__WHAT IS REQUIRED__.
The records come next. Copy all of them exactly.

━━━━━ RECORD SET

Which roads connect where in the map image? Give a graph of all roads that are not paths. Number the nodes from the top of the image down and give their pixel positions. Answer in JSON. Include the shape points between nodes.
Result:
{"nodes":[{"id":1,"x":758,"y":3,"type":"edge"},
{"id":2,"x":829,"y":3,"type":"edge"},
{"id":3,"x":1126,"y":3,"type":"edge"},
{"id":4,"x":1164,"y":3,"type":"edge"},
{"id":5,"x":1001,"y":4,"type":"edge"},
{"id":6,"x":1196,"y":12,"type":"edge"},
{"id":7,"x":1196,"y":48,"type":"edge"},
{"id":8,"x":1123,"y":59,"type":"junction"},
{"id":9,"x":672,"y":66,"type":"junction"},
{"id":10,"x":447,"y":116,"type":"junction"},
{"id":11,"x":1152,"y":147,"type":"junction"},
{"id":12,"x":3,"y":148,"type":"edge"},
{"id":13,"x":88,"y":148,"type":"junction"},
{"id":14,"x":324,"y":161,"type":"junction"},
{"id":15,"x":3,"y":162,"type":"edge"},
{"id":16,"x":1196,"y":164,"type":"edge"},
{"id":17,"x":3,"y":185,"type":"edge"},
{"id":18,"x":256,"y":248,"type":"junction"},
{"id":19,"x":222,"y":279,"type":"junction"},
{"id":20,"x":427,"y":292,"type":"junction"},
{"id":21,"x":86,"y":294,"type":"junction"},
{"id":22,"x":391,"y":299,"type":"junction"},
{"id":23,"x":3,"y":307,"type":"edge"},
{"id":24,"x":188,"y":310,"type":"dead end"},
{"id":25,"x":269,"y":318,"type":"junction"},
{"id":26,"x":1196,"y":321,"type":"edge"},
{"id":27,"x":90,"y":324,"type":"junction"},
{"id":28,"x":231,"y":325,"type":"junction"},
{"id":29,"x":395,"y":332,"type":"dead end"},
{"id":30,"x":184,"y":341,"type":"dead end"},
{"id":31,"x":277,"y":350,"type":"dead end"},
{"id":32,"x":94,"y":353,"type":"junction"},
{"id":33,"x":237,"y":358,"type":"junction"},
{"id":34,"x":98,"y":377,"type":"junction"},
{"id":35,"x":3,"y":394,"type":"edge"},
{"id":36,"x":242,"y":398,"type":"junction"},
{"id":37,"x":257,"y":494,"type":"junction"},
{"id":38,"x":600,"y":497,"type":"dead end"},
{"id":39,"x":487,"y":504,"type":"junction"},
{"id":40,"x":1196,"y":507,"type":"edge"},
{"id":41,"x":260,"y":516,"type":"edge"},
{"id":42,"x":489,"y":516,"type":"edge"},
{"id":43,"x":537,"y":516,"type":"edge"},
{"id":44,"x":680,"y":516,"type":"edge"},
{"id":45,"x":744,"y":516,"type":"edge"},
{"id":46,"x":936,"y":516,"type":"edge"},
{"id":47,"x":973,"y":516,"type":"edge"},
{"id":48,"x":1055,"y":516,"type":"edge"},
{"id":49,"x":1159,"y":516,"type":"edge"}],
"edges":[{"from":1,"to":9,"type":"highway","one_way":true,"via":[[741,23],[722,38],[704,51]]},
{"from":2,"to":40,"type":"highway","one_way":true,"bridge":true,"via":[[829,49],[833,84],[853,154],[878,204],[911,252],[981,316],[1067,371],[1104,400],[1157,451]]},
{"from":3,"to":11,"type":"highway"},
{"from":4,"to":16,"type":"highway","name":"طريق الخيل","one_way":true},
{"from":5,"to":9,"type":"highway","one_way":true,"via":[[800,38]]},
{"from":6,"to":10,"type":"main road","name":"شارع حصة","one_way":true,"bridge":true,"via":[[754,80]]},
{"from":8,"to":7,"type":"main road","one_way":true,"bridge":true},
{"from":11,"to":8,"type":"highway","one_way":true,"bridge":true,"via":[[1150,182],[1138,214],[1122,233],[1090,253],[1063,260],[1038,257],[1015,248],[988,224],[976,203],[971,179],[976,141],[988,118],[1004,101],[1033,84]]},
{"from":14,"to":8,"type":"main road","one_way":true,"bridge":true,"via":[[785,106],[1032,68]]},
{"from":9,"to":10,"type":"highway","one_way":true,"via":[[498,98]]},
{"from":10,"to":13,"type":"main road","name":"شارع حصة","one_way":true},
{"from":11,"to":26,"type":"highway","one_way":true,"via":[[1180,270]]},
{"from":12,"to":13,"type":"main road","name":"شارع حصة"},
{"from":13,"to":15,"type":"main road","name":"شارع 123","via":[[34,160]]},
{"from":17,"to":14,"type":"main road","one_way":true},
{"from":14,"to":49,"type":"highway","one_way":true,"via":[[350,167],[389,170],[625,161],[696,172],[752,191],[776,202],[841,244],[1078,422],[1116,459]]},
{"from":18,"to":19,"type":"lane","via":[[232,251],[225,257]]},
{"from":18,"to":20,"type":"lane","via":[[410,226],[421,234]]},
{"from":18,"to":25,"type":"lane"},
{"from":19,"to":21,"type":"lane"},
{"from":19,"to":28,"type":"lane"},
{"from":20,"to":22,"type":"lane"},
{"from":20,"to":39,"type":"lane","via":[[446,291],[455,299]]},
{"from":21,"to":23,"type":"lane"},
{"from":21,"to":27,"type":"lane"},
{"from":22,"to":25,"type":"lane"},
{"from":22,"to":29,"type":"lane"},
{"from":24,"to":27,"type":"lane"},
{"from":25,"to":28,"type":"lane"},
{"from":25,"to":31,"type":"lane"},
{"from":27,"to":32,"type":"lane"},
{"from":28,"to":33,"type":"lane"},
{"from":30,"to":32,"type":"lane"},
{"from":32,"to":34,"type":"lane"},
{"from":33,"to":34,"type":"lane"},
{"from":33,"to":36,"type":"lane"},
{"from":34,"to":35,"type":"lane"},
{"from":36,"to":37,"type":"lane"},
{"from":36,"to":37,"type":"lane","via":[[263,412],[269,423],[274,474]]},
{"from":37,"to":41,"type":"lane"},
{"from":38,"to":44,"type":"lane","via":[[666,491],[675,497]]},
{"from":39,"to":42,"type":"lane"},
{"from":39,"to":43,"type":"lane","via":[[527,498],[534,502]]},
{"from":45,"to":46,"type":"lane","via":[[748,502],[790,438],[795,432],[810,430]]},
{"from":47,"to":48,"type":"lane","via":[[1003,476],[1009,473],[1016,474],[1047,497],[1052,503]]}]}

━━━━━━━━━━

__ANSWER TO THIS EXERCISE__.
Which roads connect where in the map image? Give a graph of all roads that are not paths. Number the nodes from the top of the image down and give their pixel positions. Answer in JSON. Include the shape points between nodes.
Result:
{"nodes":[{"id":1,"x":758,"y":3,"type":"edge"},
{"id":2,"x":829,"y":3,"type":"edge"},
{"id":3,"x":1126,"y":3,"type":"edge"},
{"id":4,"x":1164,"y":3,"type":"edge"},
{"id":5,"x":1001,"y":4,"type":"edge"},
{"id":6,"x":1196,"y":12,"type":"edge"},
{"id":7,"x":1196,"y":48,"type":"edge"},
{"id":8,"x":1123,"y":59,"type":"junction"},
{"id":9,"x":672,"y":66,"type":"junction"},
{"id":10,"x":447,"y":116,"type":"junction"},
{"id":11,"x":1152,"y":147,"type":"junction"},
{"id":12,"x":3,"y":148,"type":"edge"},
{"id":13,"x":88,"y":148,"type":"junction"},
{"id":14,"x":324,"y":161,"type":"junction"},
{"id":15,"x":3,"y":162,"type":"edge"},
{"id":16,"x":1196,"y":164,"type":"edge"},
{"id":17,"x":3,"y":185,"type":"edge"},
{"id":18,"x":256,"y":248,"type":"junction"},
{"id":19,"x":222,"y":279,"type":"junction"},
{"id":20,"x":427,"y":292,"type":"junction"},
{"id":21,"x":86,"y":294,"type":"junction"},
{"id":22,"x":391,"y":299,"type":"junction"},
{"id":23,"x":3,"y":307,"type":"edge"},
{"id":24,"x":188,"y":310,"type":"dead end"},
{"id":25,"x":269,"y":318,"type":"junction"},
{"id":26,"x":1196,"y":321,"type":"edge"},
{"id":27,"x":90,"y":324,"type":"junction"},
{"id":28,"x":231,"y":325,"type":"junction"},
{"id":29,"x":395,"y":332,"type":"dead end"},
{"id":30,"x":184,"y":341,"type":"dead end"},
{"id":31,"x":277,"y":350,"type":"dead end"},
{"id":32,"x":94,"y":353,"type":"junction"},
{"id":33,"x":237,"y":358,"type":"junction"},
{"id":34,"x":98,"y":377,"type":"junction"},
{"id":35,"x":3,"y":394,"type":"edge"},
{"id":36,"x":242,"y":398,"type":"junction"},
{"id":37,"x":257,"y":494,"type":"junction"},
{"id":38,"x":600,"y":497,"type":"dead end"},
{"id":39,"x":487,"y":504,"type":"junction"},
{"id":40,"x":1196,"y":507,"type":"edge"},
{"id":41,"x":260,"y":516,"type":"edge"},
{"id":42,"x":489,"y":516,"type":"edge"},
{"id":43,"x":537,"y":516,"type":"edge"},
{"id":44,"x":680,"y":516,"type":"edge"},
{"id":45,"x":744,"y":516,"type":"edge"},
{"id":46,"x":936,"y":516,"type":"edge"},
{"id":47,"x":973,"y":516,"type":"edge"},
{"id":48,"x":1055,"y":516,"type":"edge"},
{"id":49,"x":1159,"y":516,"type":"edge"}],
"edges":[{"from":1,"to":9,"type":"highway","one_way":true,"via":[[741,23],[722,38],[704,51]]},
{"from":2,"to":40,"type":"highway","one_way":true,"bridge":true,"via":[[829,49],[833,84],[853,154],[878,204],[911,252],[981,316],[1067,371],[1104,400],[1157,451]]},
{"from":3,"to":11,"type":"highway"},
{"from":4,"to":16,"type":"highway","name":"طريق الخيل","one_way":true},
{"from":5,"to":9,"type":"highway","one_way":true,"via":[[800,38]]},
{"from":6,"to":10,"type":"main road","name":"شارع حصة","one_way":true,"bridge":true,"via":[[754,80]]},
{"from":8,"to":7,"type":"main road","one_way":true,"bridge":true},
{"from":11,"to":8,"type":"highway","one_way":true,"bridge":true,"via":[[1150,182],[1138,214],[1122,233],[1090,253],[1063,260],[1038,257],[1015,248],[988,224],[976,203],[971,179],[976,141],[988,118],[1004,101],[1033,84]]},
{"from":14,"to":8,"type":"main road","one_way":true,"bridge":true,"via":[[785,106],[1032,68]]},
{"from":9,"to":10,"type":"highway","one_way":true,"via":[[498,98]]},
{"from":10,"to":13,"type":"main road","name":"شارع حصة","one_way":true},
{"from":11,"to":26,"type":"highway","one_way":true,"via":[[1180,270]]},
{"from":12,"to":13,"type":"main road","name":"شارع حصة"},
{"from":13,"to":15,"type":"main road","name":"شارع 123","via":[[34,160]]},
{"from":17,"to":14,"type":"main road","one_way":true},
{"from":14,"to":49,"type":"highway","one_way":true,"via":[[350,167],[389,170],[625,161],[696,172],[752,191],[776,202],[841,244],[1078,422],[1116,459]]},
{"from":18,"to":19,"type":"lane","via":[[232,251],[225,257]]},
{"from":18,"to":20,"type":"lane","via":[[410,226],[421,234]]},
{"from":18,"to":25,"type":"lane"},
{"from":19,"to":21,"type":"lane"},
{"from":19,"to":28,"type":"lane"},
{"from":20,"to":22,"type":"lane"},
{"from":20,"to":39,"type":"lane","via":[[446,291],[455,299]]},
{"from":21,"to":23,"type":"lane"},
{"from":21,"to":27,"type":"lane"},
{"from":22,"to":25,"type":"lane"},
{"from":22,"to":29,"type":"lane"},
{"from":24,"to":27,"type":"lane"},
{"from":25,"to":28,"type":"lane"},
{"from":25,"to":31,"type":"lane"},
{"from":27,"to":32,"type":"lane"},
{"from":28,"to":33,"type":"lane"},
{"from":30,"to":32,"type":"lane"},
{"from":32,"to":34,"type":"lane"},
{"from":33,"to":34,"type":"lane"},
{"from":33,"to":36,"type":"lane"},
{"from":34,"to":35,"type":"lane"},
{"from":36,"to":37,"type":"lane"},
{"from":36,"to":37,"type":"lane","via":[[263,412],[269,423],[274,474]]},
{"from":37,"to":41,"type":"lane"},
{"from":38,"to":44,"type":"lane","via":[[666,491],[675,497]]},
{"from":39,"to":42,"type":"lane"},
{"from":39,"to":43,"type":"lane","via":[[527,498],[534,502]]},
{"from":45,"to":46,"type":"lane","via":[[748,502],[790,438],[795,432],[810,430]]},
{"from":47,"to":48,"type":"lane","via":[[1003,476],[1009,473],[1016,474],[1047,497],[1052,503]]}]}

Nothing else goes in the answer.